What about pairing Baijiu with non-Chinese cuisine?

This appears to be an area ripe for experimentation as not as much study has been done yet concerning such pairings. Derek recommends pairing Baijiu with strong flavored foods, such as spicy foods, cause of the Baijiu's strong flavors. For example, he suggested trying Buffalo Wings or barbecue food which has a spicy sauce or rub. Manny also suggests pairing Baijiu with food that tends to be on the heavier side, like meats, noting that Baijiu cuts through fat and heavy sauces really well.

I think that some of the newer, lighter style Baijiu that is being produced, such as HKB, can be paired with lighter dishes, from seafood to chicken. The fruity flavors in many of these Baijiu would help to enhance some of the flavors of such dishes. Oysters and HKB? I think that might work and I look forward to trying that pairing. Even something as light as a salad might work with HKB, especially if the salad has some bright citrus elements. I'd encourage you to try a light Baijiu like HKB with a wide range of dishes and find what you think works well.

With the stronger flavored Baijiu, you need to work a little harder with food pairings and the advice of Derek and Manny make sense. In addition, I am intrigued about the umami potential of Baijiu as it definitely seems to possess, based on what I've tasted, a strong sense of umami. I've also heard from others who also believe it often has an umami element to its taste.   

However, this seems to be another issue largely neglected and it is near impossible to find any sources online that discuss the topic. The fermentation process, especially due to its length, of Baijiu is conducive to the creation of a high amount of glutamic acid, which is an important source of umami. In this regard, it is similar to Kimoto/Yamahai Sake, which has high levels of glutamic acid, partially due to its lengthier fermentation period. With its high umami, Baijiu would possess much of the food pairing versatility as Sake.

However, based on question I asked of a few chemists/scientists, the act of distillation would seem to omit those glutamic acids from the final spirit. Glutamic acid isn't volatile and seems to have a higher boiling point than alcohol so it wouldn't transfer to the resultant spirit. Could the process of aging though provide umami to the Baijiu? Does sitting in terra-cotta jars for a few years result in changes to the spirit, enhancing its sources of umami? Why do these stronger Baijiu tend to have a powerful umami element?

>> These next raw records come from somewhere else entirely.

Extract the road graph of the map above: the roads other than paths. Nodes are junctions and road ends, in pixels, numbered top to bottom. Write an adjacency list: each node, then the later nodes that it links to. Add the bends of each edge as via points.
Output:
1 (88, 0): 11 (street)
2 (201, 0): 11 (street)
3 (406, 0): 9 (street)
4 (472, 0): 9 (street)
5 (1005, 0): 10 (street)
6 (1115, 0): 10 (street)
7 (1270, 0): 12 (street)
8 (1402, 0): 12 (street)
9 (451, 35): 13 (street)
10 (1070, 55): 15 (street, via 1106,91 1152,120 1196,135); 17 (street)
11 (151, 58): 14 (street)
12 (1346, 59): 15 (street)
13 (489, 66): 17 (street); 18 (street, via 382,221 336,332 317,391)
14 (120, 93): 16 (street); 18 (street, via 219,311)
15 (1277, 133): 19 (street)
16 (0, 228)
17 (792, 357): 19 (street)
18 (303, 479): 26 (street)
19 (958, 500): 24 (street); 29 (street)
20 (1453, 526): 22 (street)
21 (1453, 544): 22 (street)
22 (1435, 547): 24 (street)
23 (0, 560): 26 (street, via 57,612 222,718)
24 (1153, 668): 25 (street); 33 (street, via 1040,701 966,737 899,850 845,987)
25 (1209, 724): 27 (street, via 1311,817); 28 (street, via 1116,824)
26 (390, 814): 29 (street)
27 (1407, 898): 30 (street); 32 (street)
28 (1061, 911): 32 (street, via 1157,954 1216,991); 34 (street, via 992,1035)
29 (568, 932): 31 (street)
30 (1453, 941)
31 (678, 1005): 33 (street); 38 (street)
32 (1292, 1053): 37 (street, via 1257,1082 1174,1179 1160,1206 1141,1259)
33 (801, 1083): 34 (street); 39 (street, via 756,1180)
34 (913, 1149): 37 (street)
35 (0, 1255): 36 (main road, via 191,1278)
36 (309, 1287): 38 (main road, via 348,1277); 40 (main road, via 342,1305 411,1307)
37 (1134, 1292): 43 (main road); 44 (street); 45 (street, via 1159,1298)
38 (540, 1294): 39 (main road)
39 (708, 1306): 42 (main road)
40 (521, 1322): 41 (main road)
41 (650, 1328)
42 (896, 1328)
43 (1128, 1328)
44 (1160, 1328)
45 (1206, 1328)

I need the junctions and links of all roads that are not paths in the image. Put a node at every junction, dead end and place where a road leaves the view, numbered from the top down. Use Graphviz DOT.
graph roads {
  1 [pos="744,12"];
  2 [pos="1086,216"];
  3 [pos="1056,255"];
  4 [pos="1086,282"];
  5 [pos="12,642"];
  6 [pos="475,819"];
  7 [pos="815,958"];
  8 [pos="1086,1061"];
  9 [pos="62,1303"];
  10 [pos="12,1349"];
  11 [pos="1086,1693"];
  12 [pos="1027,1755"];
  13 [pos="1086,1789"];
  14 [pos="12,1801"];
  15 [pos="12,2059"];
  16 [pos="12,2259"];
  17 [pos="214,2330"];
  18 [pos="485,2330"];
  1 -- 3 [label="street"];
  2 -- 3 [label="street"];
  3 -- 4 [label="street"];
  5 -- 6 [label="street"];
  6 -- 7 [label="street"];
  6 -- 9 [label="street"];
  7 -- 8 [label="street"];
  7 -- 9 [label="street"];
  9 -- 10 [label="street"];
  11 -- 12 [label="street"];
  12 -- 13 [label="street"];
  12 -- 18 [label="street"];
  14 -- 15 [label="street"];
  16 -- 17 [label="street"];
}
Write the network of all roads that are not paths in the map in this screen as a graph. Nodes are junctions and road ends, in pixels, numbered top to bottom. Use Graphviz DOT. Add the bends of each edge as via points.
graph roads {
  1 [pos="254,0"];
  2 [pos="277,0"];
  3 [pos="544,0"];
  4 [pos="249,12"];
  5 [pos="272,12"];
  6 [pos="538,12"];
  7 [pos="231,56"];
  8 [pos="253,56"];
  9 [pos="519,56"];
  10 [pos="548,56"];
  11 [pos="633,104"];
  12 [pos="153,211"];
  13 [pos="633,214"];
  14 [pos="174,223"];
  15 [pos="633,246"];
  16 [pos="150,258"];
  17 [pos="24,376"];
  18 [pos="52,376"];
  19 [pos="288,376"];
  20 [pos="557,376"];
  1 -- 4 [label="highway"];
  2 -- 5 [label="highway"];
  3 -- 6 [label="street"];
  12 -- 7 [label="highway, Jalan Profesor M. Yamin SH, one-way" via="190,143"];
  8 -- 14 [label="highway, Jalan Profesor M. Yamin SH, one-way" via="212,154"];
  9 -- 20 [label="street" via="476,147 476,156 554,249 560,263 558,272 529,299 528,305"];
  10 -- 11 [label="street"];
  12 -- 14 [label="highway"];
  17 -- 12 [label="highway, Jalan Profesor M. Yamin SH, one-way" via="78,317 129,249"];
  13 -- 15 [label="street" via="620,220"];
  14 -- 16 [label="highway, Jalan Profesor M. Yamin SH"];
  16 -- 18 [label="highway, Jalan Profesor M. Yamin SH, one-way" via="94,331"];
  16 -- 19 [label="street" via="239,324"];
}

I hope to delve deeper into this subject in the future and if anyone knows more about this issue, please contact me.

Hopefully, after my five-part series, you now understand the basics of Baijiu and are encouraged to give it a try. It is a fascinating spirit, with a more unique production process, and worthy of exploration. Start out with the lighter, lower alcohol versions, and maybe try some cocktails, and work your way up to the funkier types. I shall continue my own explorations and will post more about my experiences very soon. For example, later this week I will be writing about an American-made Baijiu, produced in Portland, Oregon. Ganbai!

Do you still have any questions about Baijiu?


Red Frog said...

Hi Richard - did you find out about what makes the umami flavour in baijiu? And any new food painting? I read somewhere about the sour of kimchi which could work with the umami of Baijiu.Erik

Red Frog said...

Food pairing ;-)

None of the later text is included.